The religious left was never as powerful and cohesive as the religious right. But a new report based on many interviews with religious progressive leaders finds that the Obama era may have further weakened Democrats’ interest in the non-secular.
The report released Thursday by the Brookings Institution argues that religious progressives could be heading for a renaissance if they can focus on what some see as the civil rights issue of our time: economic justice.
The report, by the institute’s Governance Studies Program, is based on polling and interviews with many of the top players of Washington’s religious left. This includes John Carr, formerly of the U.S. Bishops Conference, evangelical writer Jim Wallis and Rabbi David Saperstein of the Reform Jewish movement.
It starkly lays out the challenges facing religious activists and voters who work for causes such as immigration reform and limiting budget cuts for the poor.
Their movement played a massive role in everything from the New Deal to ending slavery.
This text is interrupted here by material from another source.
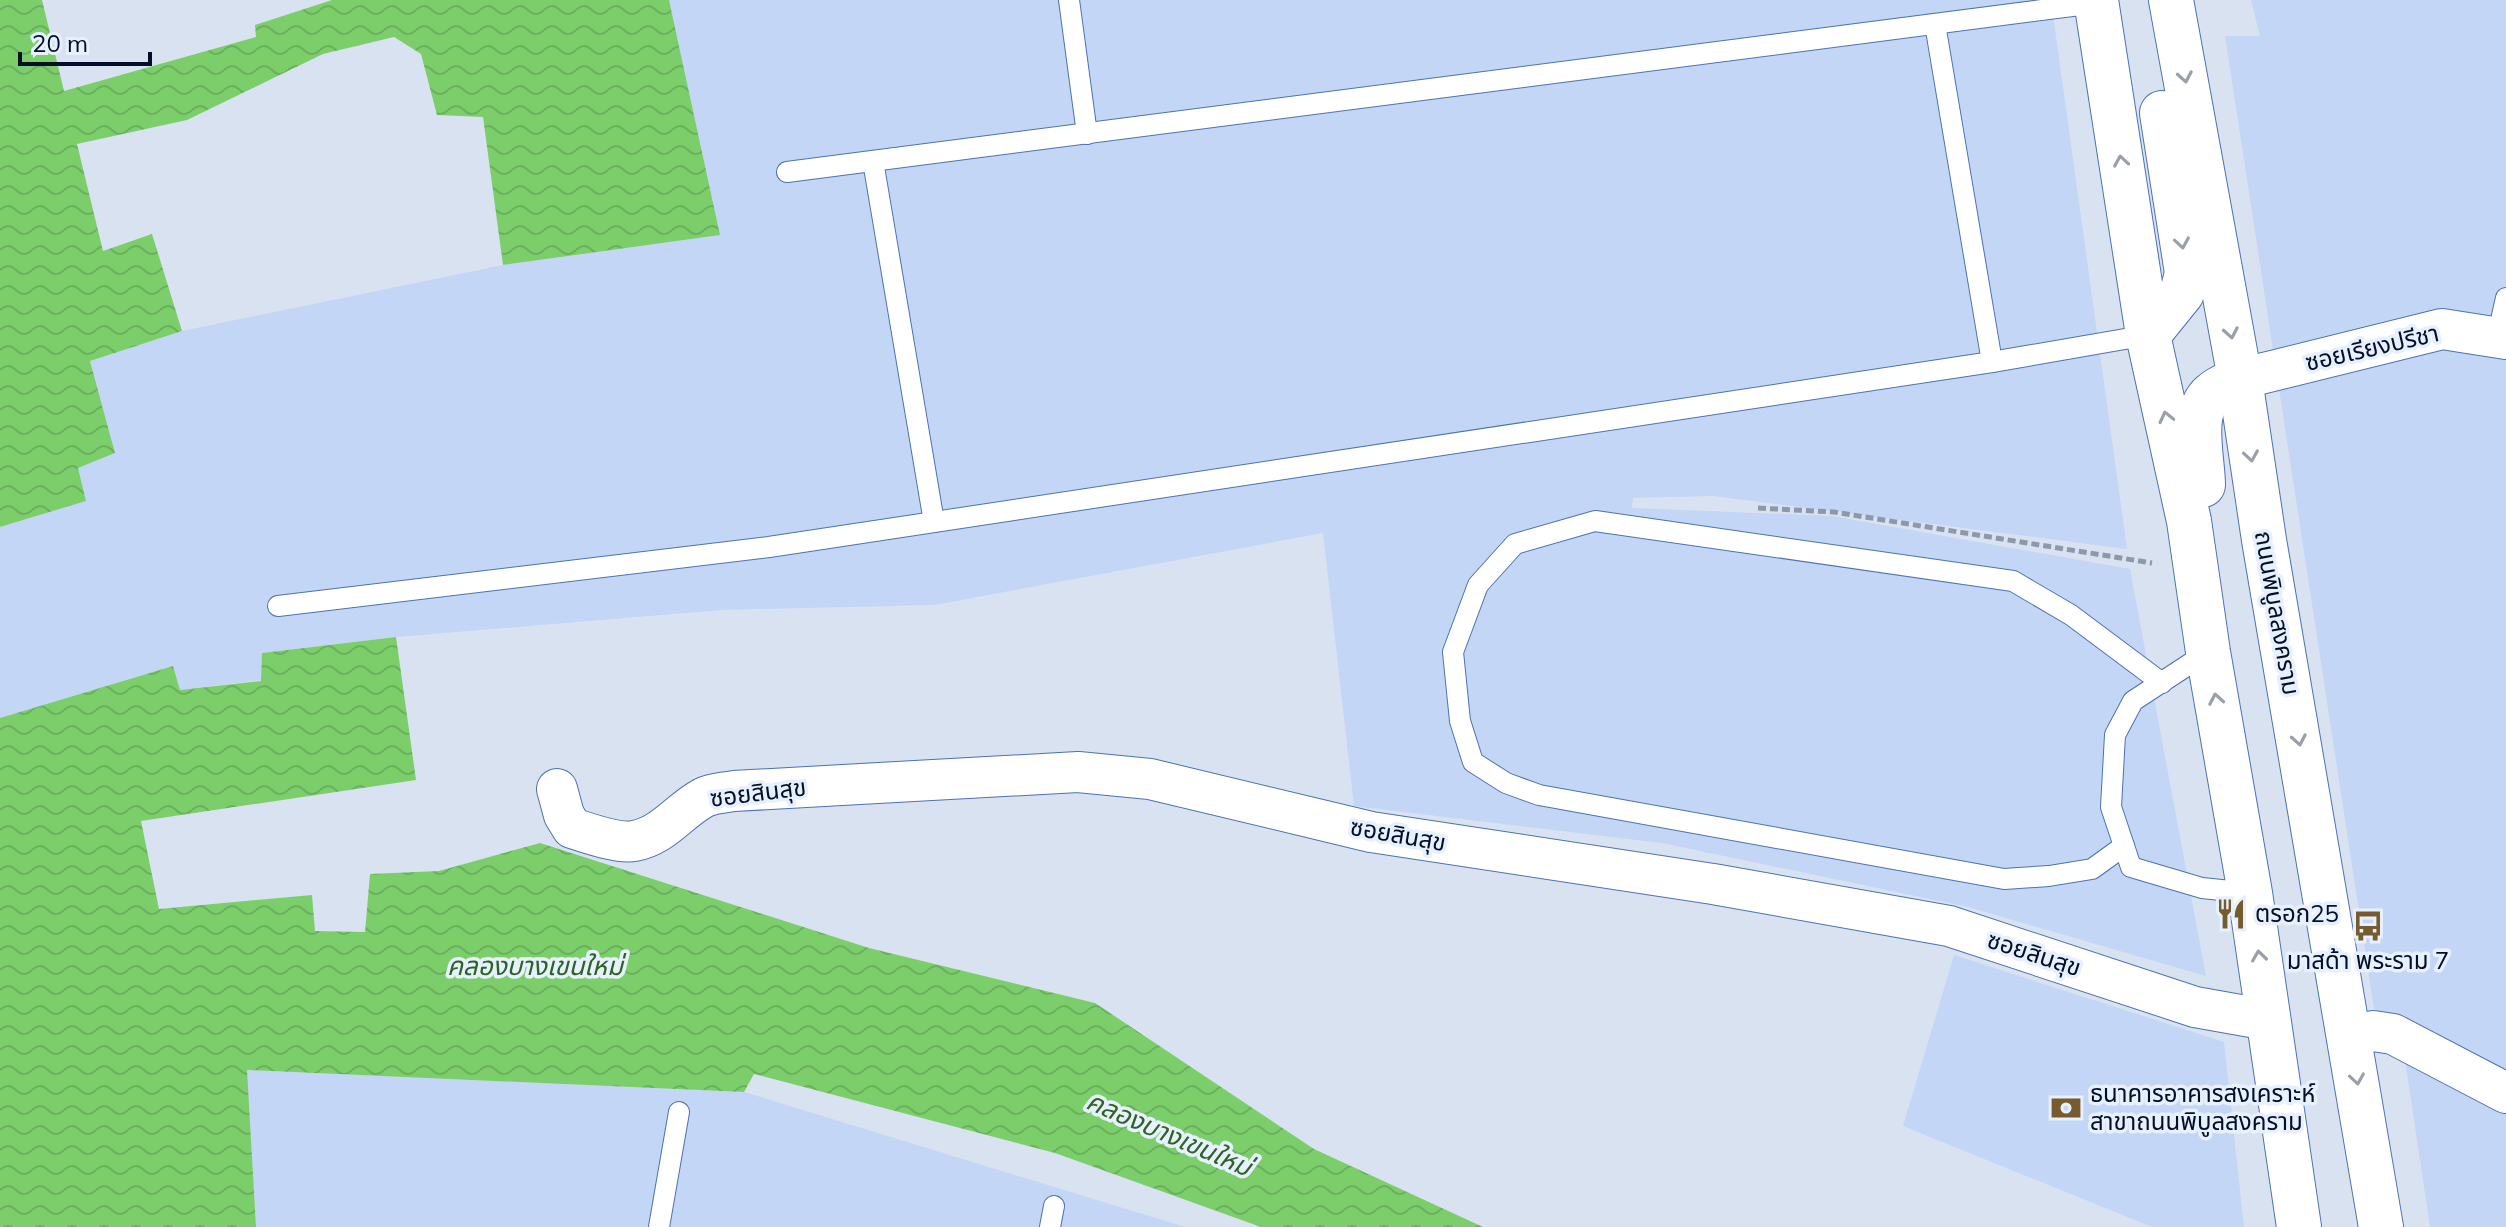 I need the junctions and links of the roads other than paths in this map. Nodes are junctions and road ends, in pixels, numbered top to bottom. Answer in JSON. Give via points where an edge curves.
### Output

Can it again be as impactful?
The report, co-written by Washington Post columnist E.J. Dionne Jr., finds that today’s religious progressives — like their predecessors — have not played a central role in organizing for Democrats the way religious conservatives do and did for the GOP. The success of Obama and the Democrats in 2008, it argues, “led not to a redoubling of interest on the progressive side religion, but quite the opposite. . . . Engagement with religion atrophied.” Many saw 2012 as widening the gap between secular and religious progressives because Obama and other Democrats had gained so much traction by pushing on socially liberal issues such as abortion and contraception — areas on which there is not unanimity among religious progressives.
The report lays out the key challenges for religious progressives:
● The numbers. Even as the religious conservative movement is failing to attract younger people, 56 percent of Republicans call themselves religious conservatives, while only 28 percent of Democrats call themselves religious progressives.
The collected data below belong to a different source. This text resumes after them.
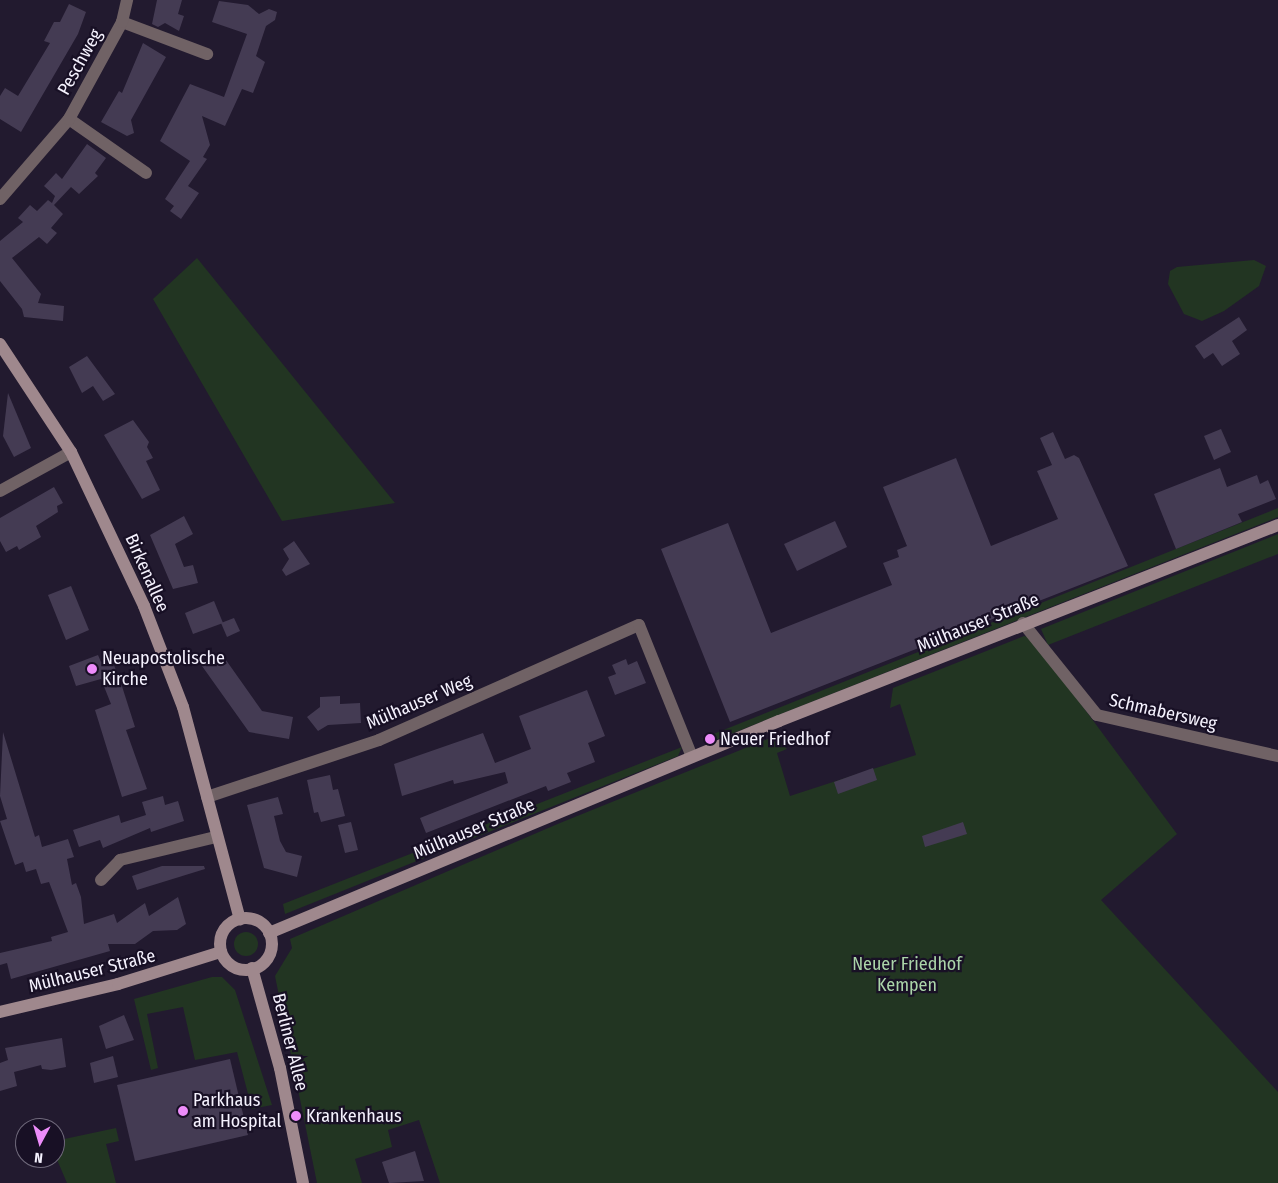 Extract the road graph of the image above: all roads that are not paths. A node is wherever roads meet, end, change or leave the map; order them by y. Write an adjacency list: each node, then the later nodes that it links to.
1 (127, 0): 2 (street, Peschweg)
2 (122, 22): 3 (street, Peschweg); 4 (street, Peschweg)
3 (207, 54)
4 (69, 119): 5 (street, Peschweg); 6 (street, Peschweg)
5 (146, 173)
6 (0, 199)
7 (0, 344): 8 (street, Birkenallee)
8 (70, 452): 9 (street); 14 (street, Birkenallee)
9 (0, 491)
10 (1278, 525): 11 (street, Mülhauser Straße)
11 (1023, 623): 12 (street, Schmabersweg); 13 (street, Mülhauser Straße)
12 (1278, 756)
13 (692, 757): 14 (street, Mülhauser Weg); 18 (street, Mülhauser Straße)
14 (207, 797): 15 (street, Birkenallee)
15 (216, 837): 16 (street); 17 (street, Birkenallee)
16 (100, 880)
17 (240, 919): 18 (street); 19 (street)
18 (269, 932): 20 (street)
19 (221, 952): 20 (street); 21 (street, Mülhauser Straße)
20 (252, 968): 22 (street, Berliner Allee)
21 (0, 1012)
22 (303, 1183)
● Religious progressives are not homogenous and thus not as cohesive. Their views on abortion and gay marriage can vary, and their congregations are more politically diverse and thus harder to rally.
● Religious progressives are sometimes viewed suspiciously by their secular allies, in part because of skepticism about religion, but “[d]ifferences on social issues are almost always at the root of this secular mistrust,” the report says.
● Democrats are ambivalent about the role of religion in politics.
● Religious people are divided on whether the poor are helped more through the work of churches and other private charities or through government programs.
● The decline of the unions, a key partner for religious progressives.
● Growing divisions within the Catholic Church, the country’s largest source of money for grass-roots, faith-based organizing, over priorities and whether the church can work with liberal groups on something such as food stamps if they disagree on something such as gay marriage.
But amid the long list of problems, the report sees perhaps a bright future for the religious left.
One reason is demographics. A far bigger share of younger Americans call themselves religious progressives (34 percent of those ages 18 to 33) than religious conservatives (16 percent of the same group).
Another is a comparison to the Civil Rights movement, which the report says “interwove religious and civic themes” such as struggle, organizing and movement-building and was so successful because it was so ecumenical. We may be at such a moment, the report argues.
“[T]here’s a strong case that the current moment looks far more like the era leading up to civil rights activism than to the period that ushered in the religious right. Just as the civil rights movement spoke to a widespread desire in the nation to perfect the post-war social contract to include African-Americans, so do new social movements on behalf of greater equality and mobility speak to a broadly felt need for a new social contract. . . . Economic justice may prove to be the fertile ground of this era.”